▶ **Task statement**:
I'd like every line in the following listing that holds "details" copied.

▶ **Data to use**:
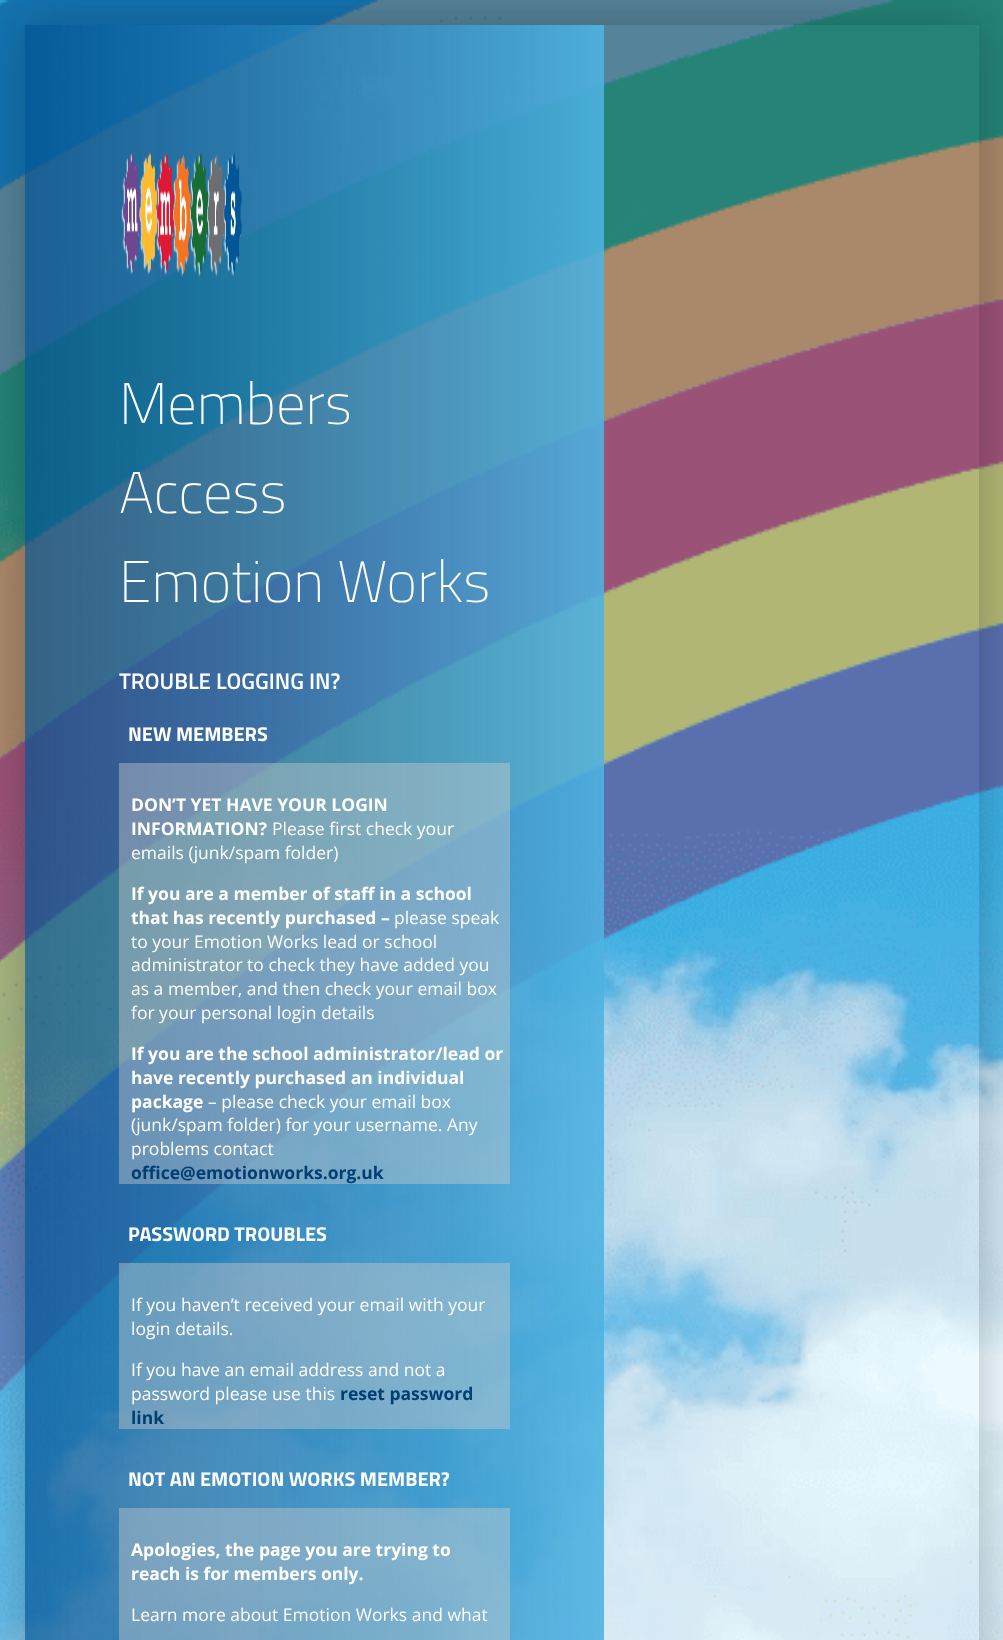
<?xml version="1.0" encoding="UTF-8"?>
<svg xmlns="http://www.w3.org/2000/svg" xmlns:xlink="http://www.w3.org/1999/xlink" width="1003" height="1640">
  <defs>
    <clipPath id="clip1"><path d="M 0 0 h 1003 v 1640 h -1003 z m 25 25 h 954 v 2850 h -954 z" clip-rule="evenodd" /></clipPath>
  </defs>
  <rect width="100%" height="100%" fill="#ffffff" />
  <image x="0" y="0" width="1003" height="1640" xlink:href="image1.png" />
  <g clip-path="url(#clip1)">
    <rect x="25" y="25" width="954" height="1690" fill="#000000" fill-opacity="0.24" filter="blur(25px)" />
  </g>
  <image x="121" y="151" width="121" height="126" xlink:href="image2.png" />
  <rect x="119" y="763" width="391" height="421" fill="#cdcdcd" fill-opacity="0.42" />
  <rect x="119" y="1263" width="391" height="166" fill="#cdcdcd" fill-opacity="0.42" />
  <rect x="119" y="1508" width="391" height="132" fill="#cdcdcd" fill-opacity="0.42" />
  <text x="119" y="424" style="font-family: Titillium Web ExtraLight; font-size: 58.75px; font-weight: 200; fill: #ffffff">Members</text>
  <text x="119" y="513" style="font-family: Titillium Web ExtraLight; font-size: 58.75px; font-weight: 200; fill: #ffffff">Access</text>
  <text x="119" y="602" style="font-family: Titillium Web ExtraLight; font-size: 58.75px; font-weight: 200; fill: #ffffff">Emotion Works</text>
  <text x="119" y="689" style="font-family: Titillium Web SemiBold; font-size: 22.5px; font-weight: 600; fill: #ffffff">TROUBLE LOGGING IN?</text>
  <text x="128" y="741" style="font-family: Titillium Web; font-size: 20px; font-weight: bold; fill: #ffffff">NEW MEMBERS</text>
  <text x="131" y="811" style="font-family: Open Sans; font-size: 17.5px; font-weight: bold; fill: #ffffff">DON’T YET HAVE YOUR LOGIN</text>
  <text x="131" y="835" style="font-family: Open Sans; font-size: 17.5px; font-weight: bold; fill: #ffffff">INFORMATION?</text>
  <text x="272" y="835" style="font-family: Open Sans; font-size: 17.5px; fill: #ffffff">Please first check your</text>
  <text x="131" y="859" style="font-family: Open Sans; font-size: 17.5px; fill: #ffffff">emails (junk/spam folder)</text>
  <text x="131" y="900" style="font-family: Open Sans; font-size: 17.5px; font-weight: bold; fill: #ffffff">If you are a member of staff in a school</text>
  <text x="131" y="924" style="font-family: Open Sans; font-size: 17.5px; font-weight: bold; fill: #ffffff">that has recently purchased –</text>
  <text x="394" y="924" style="font-family: Open Sans; font-size: 17.5px; fill: #ffffff">please speak</text>
  <text x="131" y="948" style="font-family: Open Sans; font-size: 17.5px; fill: #ffffff">to your Emotion Works lead or school</text>
  <text x="131" y="971" style="font-family: Open Sans; font-size: 17.5px; fill: #ffffff">administrator to check they have added you</text>
  <text x="131" y="995" style="font-family: Open Sans; font-size: 17.5px; fill: #ffffff">as a member, and then check your email box</text>
  <text x="131" y="1019" style="font-family: Open Sans; font-size: 17.5px; fill: #ffffff">for your personal login details</text>
  <text x="131" y="1060" style="font-family: Open Sans; font-size: 17.5px; font-weight: bold; fill: #ffffff">If you are the school administrator/lead or</text>
  <text x="131" y="1084" style="font-family: Open Sans; font-size: 17.5px; font-weight: bold; fill: #ffffff">have recently purchased an individual</text>
  <text x="131" y="1108" style="font-family: Open Sans; font-size: 17.5px; font-weight: bold; fill: #ffffff">package</text>
  <text x="208" y="1108" style="font-family: Open Sans; font-size: 17.5px; fill: #ffffff">– please check your email box</text>
  <text x="131" y="1131" style="font-family: Open Sans; font-size: 17.5px; fill: #ffffff">(junk/spam folder) for your username. Any</text>
  <text x="131" y="1155" style="font-family: Open Sans; font-size: 17.5px; fill: #ffffff">problems contact</text>
  <text x="131" y="1179" style="font-family: Open Sans; font-size: 17.5px; font-weight: bold; fill: #003f74">office@emotionworks.org.uk</text>
  <text x="128" y="1241" style="font-family: Titillium Web; font-size: 20px; font-weight: bold; fill: #ffffff">PASSWORD TROUBLES</text>
  <text x="131" y="1311" style="font-family: Open Sans; font-size: 17.5px; fill: #ffffff">If you haven’t received your email with your</text>
  <text x="131" y="1335" style="font-family: Open Sans; font-size: 17.5px; fill: #ffffff">login details.</text>
  <text x="131" y="1376" style="font-family: Open Sans; font-size: 17.5px; fill: #ffffff">If you have an email address and not a</text>
  <text x="131" y="1400" style="font-family: Open Sans; font-size: 17.5px; fill: #ffffff">password please use this</text>
  <text x="340" y="1400" style="font-family: Open Sans; font-size: 17.5px; font-weight: bold; fill: #003f74">reset password</text>
  <text x="131" y="1424" style="font-family: Open Sans; font-size: 17.5px; font-weight: bold; fill: #003f74">link</text>
  <text x="128" y="1486" style="font-family: Titillium Web; font-size: 20px; font-weight: bold; fill: #ffffff">NOT AN EMOTION WORKS MEMBER?</text>
  <text x="131" y="1556" style="font-family: Open Sans; font-size: 17.5px; font-weight: bold; fill: #ffffff">Apologies, the page you are trying to</text>
  <text x="131" y="1580" style="font-family: Open Sans; font-size: 17.5px; font-weight: bold; fill: #ffffff">reach is for members only.</text>
  <text x="131" y="1621" style="font-family: Open Sans; font-size: 17.5px; fill: #ffffff">Learn more about Emotion Works and what</text>
</svg>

▶ **Response**:
  <text x="131" y="1019" style="font-family: Open Sans; font-size: 17.5px; fill: #ffffff">for your personal login details</text>
  <text x="131" y="1335" style="font-family: Open Sans; font-size: 17.5px; fill: #ffffff">login details.</text>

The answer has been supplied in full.